→ **EXERCISE**
If a line in the records below contains the word "Nandpuri", return that line.

(Dataset records)
=-=-=

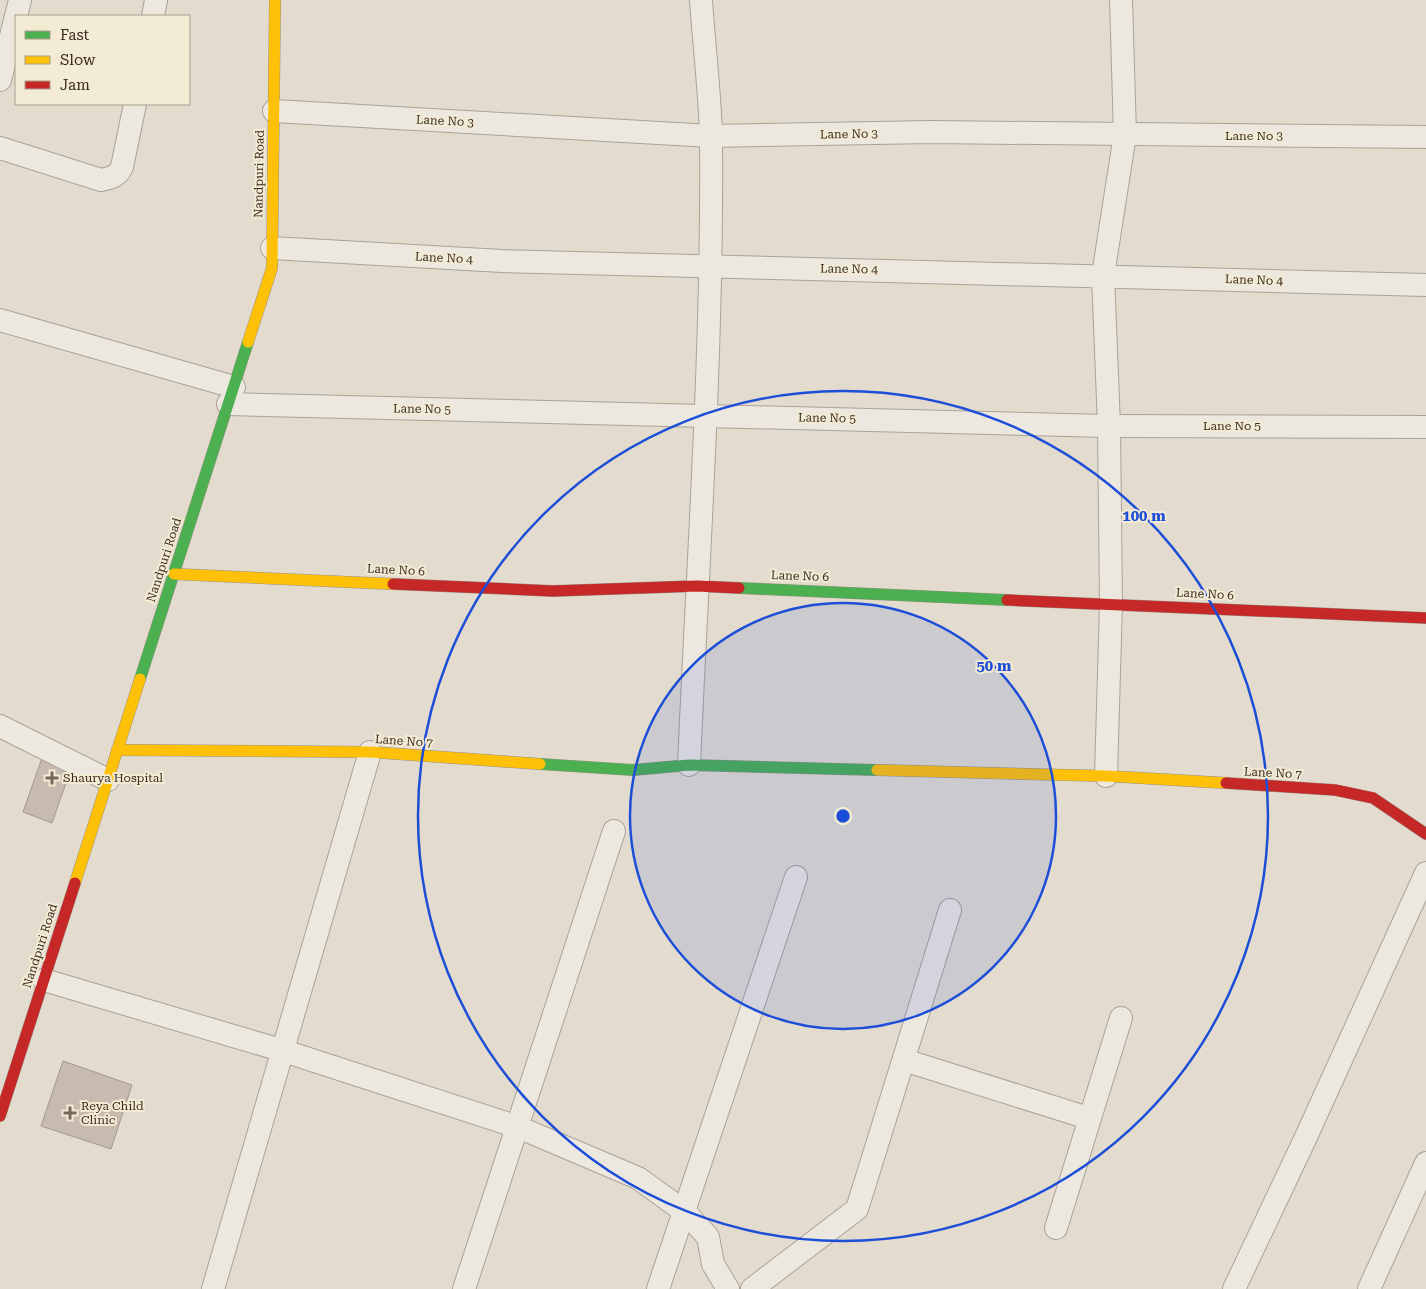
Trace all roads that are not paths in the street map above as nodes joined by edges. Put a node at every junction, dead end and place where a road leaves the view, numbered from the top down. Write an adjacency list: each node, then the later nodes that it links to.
1 (20, 0): 6 (street)
2 (156, 0): 7 (street)
3 (275, 0): 11 (street, Nandpuri Road)
4 (701, 0): 13 (street)
5 (1121, 0): 12 (street)
6 (16, 15)
7 (153, 15)
8 (15, 20): 9 (street)
9 (0, 80)
10 (135, 105): 15 (street)
11 (274, 111): 13 (street, Lane No 3); 16 (street, Nandpuri Road)
12 (1125, 135): 13 (street, Lane No 3); 14 (street, Lane No 3); 18 (street)
13 (711, 136): 17 (street)
14 (1426, 137)
15 (0, 148)
16 (272, 248): 17 (street, Lane No 4); 21 (street, Nandpuri Road)
17 (710, 266): 18 (street, Lane No 4); 22 (street)
18 (1103, 275): 19 (street, Lane No 4); 23 (street)
19 (1426, 285)
20 (0, 320): 21 (street, Lane No 5)
21 (231, 396): 22 (street, Lane No 5); 25 (street, Nandpuri Road)
22 (706, 415): 23 (street, Lane No 5); 26 (street)
23 (1110, 426): 24 (street, Lane No 5); 27 (street)
24 (1426, 427)
25 (174, 574): 26 (street, Lane No 6); 30 (street, Nandpuri Road)
26 (696, 586): 27 (street, Lane No 6); 32 (street)
27 (1111, 603): 28 (street, Lane No 6); 33 (street)
28 (1426, 618)
29 (0, 726): 34 (street)
30 (117, 750): 31 (street, Lane No 7); 34 (street, Nandpuri Road)
31 (370, 752): 32 (street, Lane No 7); 42 (street)
32 (689, 765): 33 (street, Lane No 7)
33 (1106, 776): 36 (street, Lane No 7)
34 (108, 780): 40 (street, Nandpuri Road)
35 (614, 832): 46 (street)
36 (1426, 834)
37 (1426, 873): 55 (street)
38 (796, 877): 48 (street)
39 (950, 910): 43 (street)
40 (44, 980): 42 (street); 44 (street, Nandpuri Road)
41 (1121, 1018): 45 (street)
42 (284, 1051): 46 (street); 50 (street)
43 (904, 1060): 45 (street); 54 (street)
44 (0, 1116)
45 (1088, 1118): 49 (street)
46 (518, 1127): 48 (street); 51 (street)
47 (1426, 1163): 56 (street)
48 (685, 1212): 52 (street); 53 (street)
49 (1056, 1228)
50 (213, 1289)
51 (464, 1289)
52 (658, 1289)
53 (728, 1289)
54 (752, 1289)
55 (1234, 1289)
56 (1369, 1289)

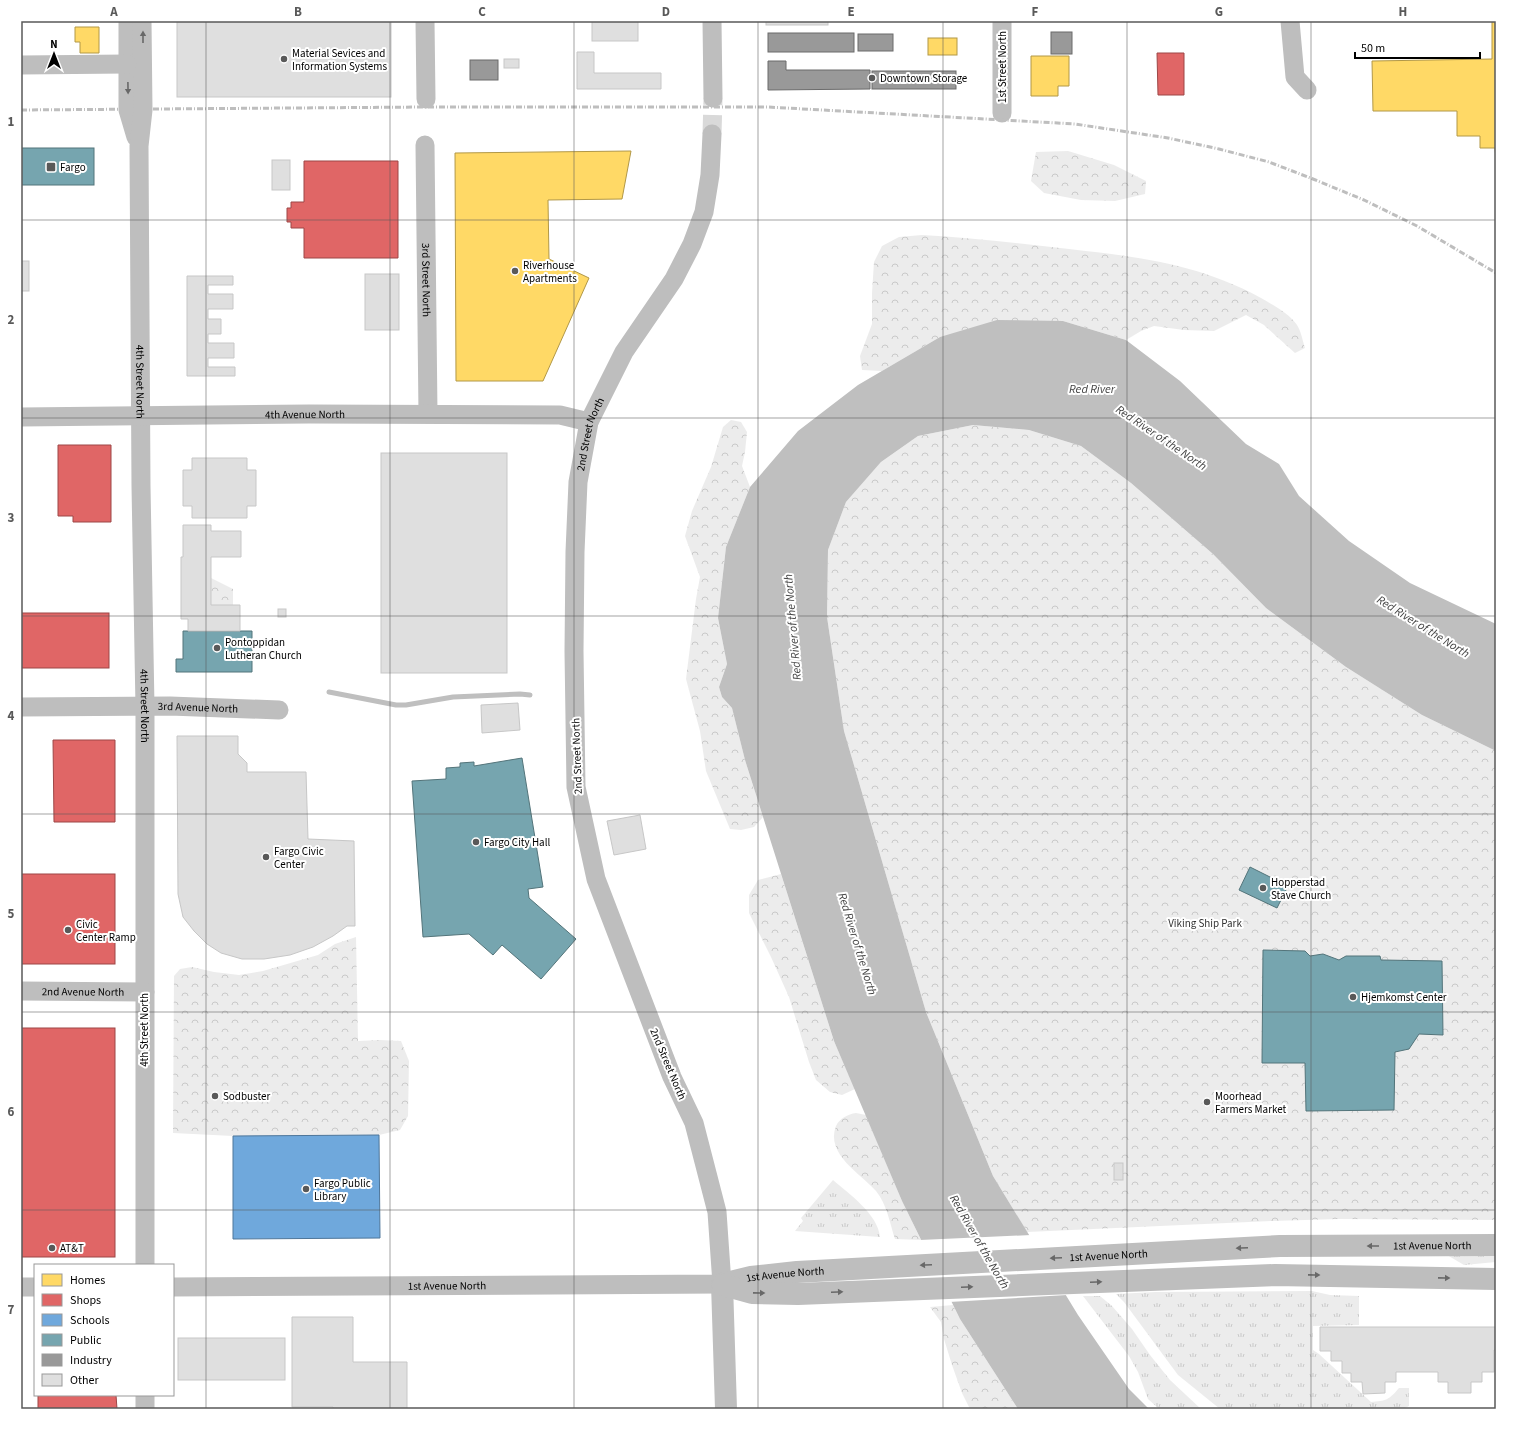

=-=-=

→ **EXERCISE RESPONSE**
3 (275, 0): 11 (street, Nandpuri Road)
11 (274, 111): 13 (street, Lane No 3); 16 (street, Nandpuri Road)
16 (272, 248): 17 (street, Lane No 4); 21 (street, Nandpuri Road)
21 (231, 396): 22 (street, Lane No 5); 25 (street, Nandpuri Road)
25 (174, 574): 26 (street, Lane No 6); 30 (street, Nandpuri Road)
30 (117, 750): 31 (street, Lane No 7); 34 (street, Nandpuri Road)
34 (108, 780): 40 (street, Nandpuri Road)
40 (44, 980): 42 (street); 44 (street, Nandpuri Road)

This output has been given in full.